At this point, overall we're extremely pleased with our trailer. We love every minute we spend in it or fiddle with it. We're not particularly handy, so we bought new. As you can see from this linked post, our trailer was not exactly perfect and took most of this year to discover and eliminate bugs and add a few improvements: http://www.airforums.com/forums/f44/...ml#post1513458
So, a few thoughts:
- If you buy new, expect to build up a punch list of warranty issues and then have a dealer fix them for you. Expect to keep finding issues for a while.
- Expect to make more than one warranty trip to get all the bugs out. Since our dealer is so close, it was a simple matter to drop the trailer there on the way home to get them fixing the latest batch of issues we had found and then pick it up again the next Saturday after the repairs had been made. In some cases, expect to have them attempt to repair the same problem more than once. Our leaky forward storage door required 4 attempts at a fix.
- I agree, a gently used AS that's one year old and still under warranty for another year seems an awesome idea. That way, someone else has spent the first year getting the bugs out for you, and in the bargain you get a gently depreciated price. If you find the right trailer in that category, it could be a wonderful opportunity.

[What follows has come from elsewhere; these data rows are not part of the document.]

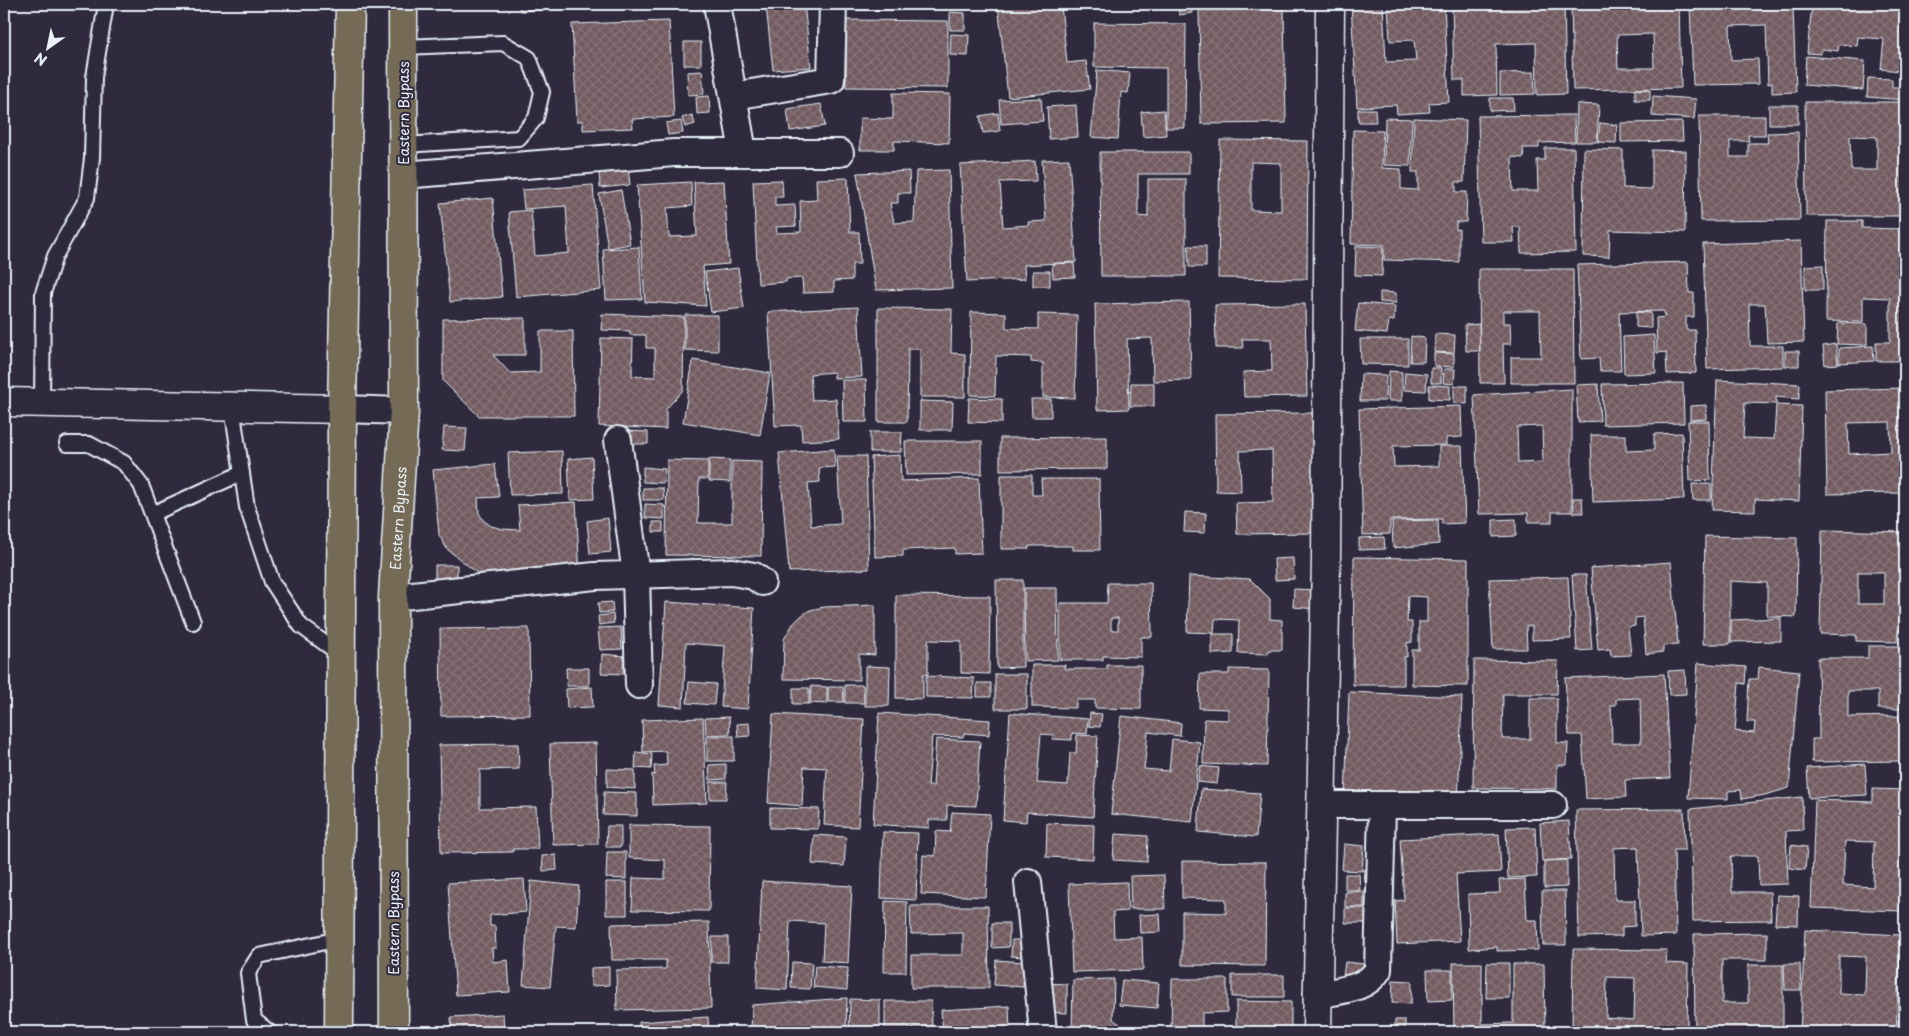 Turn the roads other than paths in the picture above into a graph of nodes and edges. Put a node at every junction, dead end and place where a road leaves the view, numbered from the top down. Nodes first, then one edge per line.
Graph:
1 (106, 4) edge
2 (350, 4) edge
3 (403, 4) edge
4 (717, 4) edge
5 (833, 4) edge
6 (1330, 4) edge
7 (403, 47) junction
8 (734, 96) junction
9 (403, 145) junction
10 (743, 152) junction
11 (840, 153) dead end
12 (403, 174) junction
13 (4, 402) edge
14 (42, 403) junction
15 (232, 407) junction
16 (342, 409) junction
17 (404, 411) junction
18 (618, 440) dead end
19 (67, 444) dead end
20 (242, 473) junction
21 (152, 514) junction
22 (636, 575) junction
23 (762, 582) dead end
24 (393, 597) junction
25 (193, 622) dead end
26 (341, 654) junction
27 (639, 685) dead end
28 (1321, 805) junction
29 (1553, 805) dead end
30 (1382, 807) junction
31 (1028, 882) dead end
32 (339, 939) junction
33 (1318, 995) junction
34 (269, 1032) edge
35 (339, 1032) edge
36 (394, 1032) edge
37 (1042, 1032) edge
38 (1317, 1032) edge

1 - 14 lane
2 - 16 highway
3 - 7 highway, Eastern Bypass
4 - 8 street
5 - 8 street
6 - 28 street
7 - 9 highway, Eastern Bypass
7 - 9 lane
8 - 10 street
9 - 12 highway, Eastern Bypass
10 - 11 street
10 - 12 street
12 - 17 highway, Eastern Bypass
13 - 14 street
14 - 15 street
15 - 16 street
15 - 20 lane
16 - 17 street
16 - 26 highway
17 - 24 highway, Eastern Bypass
18 - 22 street
19 - 21 lane
20 - 21 lane
20 - 26 lane
21 - 25 lane
22 - 23 street
22 - 24 street
22 - 27 street
24 - 36 highway, Eastern Bypass
26 - 32 highway
28 - 30 street
28 - 33 street
29 - 30 street
30 - 33 street
31 - 37 street
32 - 34 lane
32 - 35 highway
33 - 38 street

- For any trailer you buy that's still under warranty, check everything on your walk through. Don't assume it's perfect. Rather, assume the opposite - walk through expecting to find problems. Check every door, every drawer, every light, etc. Turn everything on and off again to prove it works. Run the water, try the oven, check the batteries, etc. We had shiny "oooh, it's so beautiful" eyes when we first toured our trailer. Wrong, wrong, wrong. Put on your "60 Minutes" face and expect to find some dirt. If you don't, you're probably not looking hard enough.
- If you're far from your dealer and you're buying a trailer under warranty, plan to camp somewhere nearby for a couple of nights. Again, expect to start building up a list of things they're going to have to fix before you're willing to tow it all the way home. If you're in this category, consider camping nearby after every round of repairs.
- If you're so far from a dealer or the mothership that you won't be making warranty repair trips, consider a gently used AS that's out of warranty and find someone nearby who's great at repairs...or if you're a handyperson, do them yourself.
- With Airstream, older trailers are an option and there are some beautiful vintage units out there. However, be careful - here you may find dragons, hiding in the form of leaky seams, rotted floors, axles that require replacement, mouse-infested walls, etc. If you're not The Marco (http://www.airforums.com/forums/f7/i...lp-122767.html), find someone knowledgeable who can join you for an inspection and help you decide whether you can handle whatever that trailer may demand before you can enjoy it.
- Alternatively, there are some fine vintage trailer restoration / remodeling folks out there, and you could buy a beautifully repaired / restored and perhaps nicely updated AS from one of them, or hire them to take on your project trailer. This option won't be cheap, but it may still cost less than a new one and you'll have the enormous satisfaction of owning and camping in a beautiful vintage trailer.